What Does the 'Right to Know Act' Mean for California Small Businesses?
New legislation could shake up consumer data collection in California.
The California Right to Know Act, which was introduced this week, would require companies to provide a comprehensive disclosure of all personal information collected about an individual, as well as all the ways that data is being used.
The legislations builds on a 2003 California law with similar but more limited provisions which has become increasingly difficult to enforce as technology has advanced.
But will the weight of new regulations fall heaviest on the many small businesses and start-ups that call the Golden State home?
“We’ve tried to write this around making compliance as light of a burden as possible,” Chris Conley, Technology and Civil Liberties Policy Attorney for the American Civil Liberties Union (ACLU) of Northern California, told Inc., which is part of an eclectic group of public interest, consumer privacy, and domestic violence organizations supporting passage of the law.
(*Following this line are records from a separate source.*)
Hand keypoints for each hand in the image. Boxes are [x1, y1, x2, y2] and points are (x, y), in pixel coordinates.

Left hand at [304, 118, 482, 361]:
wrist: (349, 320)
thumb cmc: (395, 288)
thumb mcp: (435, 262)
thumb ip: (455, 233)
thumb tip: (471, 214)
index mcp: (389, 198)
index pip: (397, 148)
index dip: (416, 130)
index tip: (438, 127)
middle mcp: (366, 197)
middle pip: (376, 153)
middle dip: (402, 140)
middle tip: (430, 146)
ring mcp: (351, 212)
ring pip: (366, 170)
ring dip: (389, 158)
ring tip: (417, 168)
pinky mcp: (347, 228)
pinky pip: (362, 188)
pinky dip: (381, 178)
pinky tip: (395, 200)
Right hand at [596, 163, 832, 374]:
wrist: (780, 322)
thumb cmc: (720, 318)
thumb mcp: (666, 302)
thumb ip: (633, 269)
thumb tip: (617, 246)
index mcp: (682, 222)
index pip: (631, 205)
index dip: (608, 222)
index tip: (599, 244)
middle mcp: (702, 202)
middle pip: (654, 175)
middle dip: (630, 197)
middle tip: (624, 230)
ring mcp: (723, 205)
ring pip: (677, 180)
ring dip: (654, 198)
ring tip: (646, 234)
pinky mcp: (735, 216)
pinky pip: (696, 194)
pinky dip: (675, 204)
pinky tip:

To that end, says Conley, companies are only required to provide information if it’s “reasonably available”—so if you’re not collecting and using consumer data, you don’t have to worry about disclosing it.
Additionally, if companies don’t want to provide individual reports, they have the option of posting a notice that makes it clear to all consumers what data is being collected and shared, and with whom. Disclosures are only required once every 12 months per individual to prevent companies from being overrun with repeat inquiries.
“The law would give business the option to respond to consumer requests for information, or companies can find mechanisms for giving consumers real time information for how their information is disclosed to third parties," said Conley.
“The first choice is on the business, but either way consumers will have some opportunity to get information about what information is held by a company.”